Here they are, with Rebecca.
Meanwhile, others were hard at work getting out all the old carpet from the paths between the beds. We put it in to keep the weeds down, which works for about one year. Then the weeds start to root underneath the carpet, and especially, at the edges of the carpet, so are very hard to uproot. After six years, we decided to take the old carpet out, first placing all the now composted wood chips that had covered them on the garden beds, then digging even further to get a new layer of soil for the beds, and only then covering the naked path with new wood chips. A huge project. Terraforming, you might call it. Here’s a photo of some of the carpet rolls (we have 20 to 25 rolls to haul away).

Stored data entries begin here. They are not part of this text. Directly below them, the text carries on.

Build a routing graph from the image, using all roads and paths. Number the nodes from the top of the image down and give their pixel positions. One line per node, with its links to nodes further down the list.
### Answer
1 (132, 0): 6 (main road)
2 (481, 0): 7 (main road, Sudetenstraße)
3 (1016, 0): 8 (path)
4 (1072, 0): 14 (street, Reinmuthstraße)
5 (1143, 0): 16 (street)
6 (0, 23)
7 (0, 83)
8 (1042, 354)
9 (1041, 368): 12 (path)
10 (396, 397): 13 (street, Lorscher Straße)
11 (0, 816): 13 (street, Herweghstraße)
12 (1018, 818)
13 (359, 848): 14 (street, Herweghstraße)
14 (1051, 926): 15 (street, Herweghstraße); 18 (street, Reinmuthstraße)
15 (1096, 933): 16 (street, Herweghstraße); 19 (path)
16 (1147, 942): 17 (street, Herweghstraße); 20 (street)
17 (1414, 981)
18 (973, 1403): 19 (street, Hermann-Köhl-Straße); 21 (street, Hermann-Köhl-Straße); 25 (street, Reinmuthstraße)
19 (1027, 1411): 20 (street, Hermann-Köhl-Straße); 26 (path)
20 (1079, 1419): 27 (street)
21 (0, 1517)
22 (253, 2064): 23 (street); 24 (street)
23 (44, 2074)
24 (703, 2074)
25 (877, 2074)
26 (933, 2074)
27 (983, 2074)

Here’s a new, low hugelkultur bed (we didn’t have giant logs, just sticks of various widths and wood chips) that includes the African idea of composting in place with a hole down the center (in this case, two holes, since it’s a long bed). The shape of this bed was dictated by the giant gooseberry bush that never did produce any fruit but just kept getting bigger. We’re transplanting part of it elsewhere and hope to figure out what it needs to produce.
While everybody else was doing the heavy work, including removing the bamboo tipi poles that supported the two-foot beans —
— we’ll replace the poles next year; they get brittle after about a year —
Rebekka, who has a sprained ankle, worked while seated, to harvest seeds, first chives (here) and next those from the two-foot beans taken down with the poles.

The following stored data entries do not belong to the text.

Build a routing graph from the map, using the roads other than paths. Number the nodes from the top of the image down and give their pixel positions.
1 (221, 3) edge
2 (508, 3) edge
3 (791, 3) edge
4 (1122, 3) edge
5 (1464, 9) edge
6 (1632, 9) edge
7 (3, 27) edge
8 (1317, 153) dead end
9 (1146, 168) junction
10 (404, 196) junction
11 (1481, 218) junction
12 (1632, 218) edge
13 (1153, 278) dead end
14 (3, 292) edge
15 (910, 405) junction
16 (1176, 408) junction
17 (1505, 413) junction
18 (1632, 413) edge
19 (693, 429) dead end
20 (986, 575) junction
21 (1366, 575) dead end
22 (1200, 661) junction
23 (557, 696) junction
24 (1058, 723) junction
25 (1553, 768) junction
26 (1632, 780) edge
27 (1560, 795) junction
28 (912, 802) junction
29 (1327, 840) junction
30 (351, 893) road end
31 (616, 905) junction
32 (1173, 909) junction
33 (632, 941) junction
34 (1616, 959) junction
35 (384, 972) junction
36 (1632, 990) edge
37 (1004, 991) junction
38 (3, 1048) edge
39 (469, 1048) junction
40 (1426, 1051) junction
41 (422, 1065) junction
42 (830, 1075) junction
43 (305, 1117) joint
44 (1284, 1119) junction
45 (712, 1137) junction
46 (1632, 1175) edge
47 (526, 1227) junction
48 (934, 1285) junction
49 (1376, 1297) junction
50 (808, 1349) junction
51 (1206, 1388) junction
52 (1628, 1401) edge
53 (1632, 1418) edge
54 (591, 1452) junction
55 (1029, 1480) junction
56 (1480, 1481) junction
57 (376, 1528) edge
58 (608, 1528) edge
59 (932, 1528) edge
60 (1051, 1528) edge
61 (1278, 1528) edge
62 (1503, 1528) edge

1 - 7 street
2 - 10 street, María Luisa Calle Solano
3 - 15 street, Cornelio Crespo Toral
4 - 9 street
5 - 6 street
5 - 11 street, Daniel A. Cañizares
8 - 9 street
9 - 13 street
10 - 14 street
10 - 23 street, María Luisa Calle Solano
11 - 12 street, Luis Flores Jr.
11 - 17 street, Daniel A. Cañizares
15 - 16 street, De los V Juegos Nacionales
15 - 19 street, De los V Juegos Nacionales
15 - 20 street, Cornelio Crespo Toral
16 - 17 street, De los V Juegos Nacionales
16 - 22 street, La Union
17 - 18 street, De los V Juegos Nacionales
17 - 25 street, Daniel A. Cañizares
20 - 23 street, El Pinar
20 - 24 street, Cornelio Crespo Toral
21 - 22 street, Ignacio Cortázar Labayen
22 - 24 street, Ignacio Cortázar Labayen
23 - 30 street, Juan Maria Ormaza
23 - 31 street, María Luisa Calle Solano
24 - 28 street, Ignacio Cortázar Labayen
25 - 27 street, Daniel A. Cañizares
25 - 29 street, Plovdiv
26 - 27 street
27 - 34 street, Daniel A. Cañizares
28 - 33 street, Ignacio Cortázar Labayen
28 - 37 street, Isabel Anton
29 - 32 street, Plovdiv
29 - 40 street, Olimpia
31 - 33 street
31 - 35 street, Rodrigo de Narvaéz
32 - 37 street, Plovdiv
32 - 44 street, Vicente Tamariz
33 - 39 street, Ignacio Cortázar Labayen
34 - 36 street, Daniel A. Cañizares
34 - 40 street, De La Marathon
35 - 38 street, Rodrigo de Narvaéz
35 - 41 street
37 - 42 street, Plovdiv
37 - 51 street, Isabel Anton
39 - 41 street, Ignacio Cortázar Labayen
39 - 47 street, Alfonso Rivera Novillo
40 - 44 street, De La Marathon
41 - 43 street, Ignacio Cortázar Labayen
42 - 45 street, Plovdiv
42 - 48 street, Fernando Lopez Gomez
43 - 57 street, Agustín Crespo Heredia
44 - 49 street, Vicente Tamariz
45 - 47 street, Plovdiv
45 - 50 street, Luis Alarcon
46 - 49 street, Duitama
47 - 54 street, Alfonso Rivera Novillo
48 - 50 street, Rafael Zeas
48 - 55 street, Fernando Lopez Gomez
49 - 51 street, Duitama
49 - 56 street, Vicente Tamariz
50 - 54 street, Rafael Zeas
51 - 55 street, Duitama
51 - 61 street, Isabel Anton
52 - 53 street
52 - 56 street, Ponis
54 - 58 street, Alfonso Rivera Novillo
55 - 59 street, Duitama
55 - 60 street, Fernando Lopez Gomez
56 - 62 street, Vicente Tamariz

At the end of my stint in the garden, Keith (of the Permaculture Activist, he was the workshop leader who started this garden, and is one of the teachers for this new Permaculture Design group) called me over. Said he had something to show me. Oh!
A monarch caterpiller! Oh, so this is a milkweed plant? (Monarchs feeds exclusively on milkweed plants.) I ask him, having wondered what it was all summer. I am more familiar with another variety of milkwood that grows in my front yard, and Keith said that there are many varieties of milkwood! Well, well! I learn something every day! Plus, it feels like a wonderful omen, that we should have a monarch caterpiller with us on the day when what I call our Milkweed Pod was out in force with friends to help do remaining garden tasks prior to winter.
Yes, Josh, a fun afternoon.
0 thoughts on “Late October, 2014: Gasland and GANG (photo essay)”
Yes, I believe that is known as a “tropical” milkweed variety. That’s what I have growing here. I’m not sure if it will sprout on its own next year, but I let some of the pods explode, so I guess we’ll see. 🙂 It looks pretty with nasturtiums at the base. Great projects you have going!
Now that you say it, I remember Keith saying it was “tropical” milkweed. Thanks.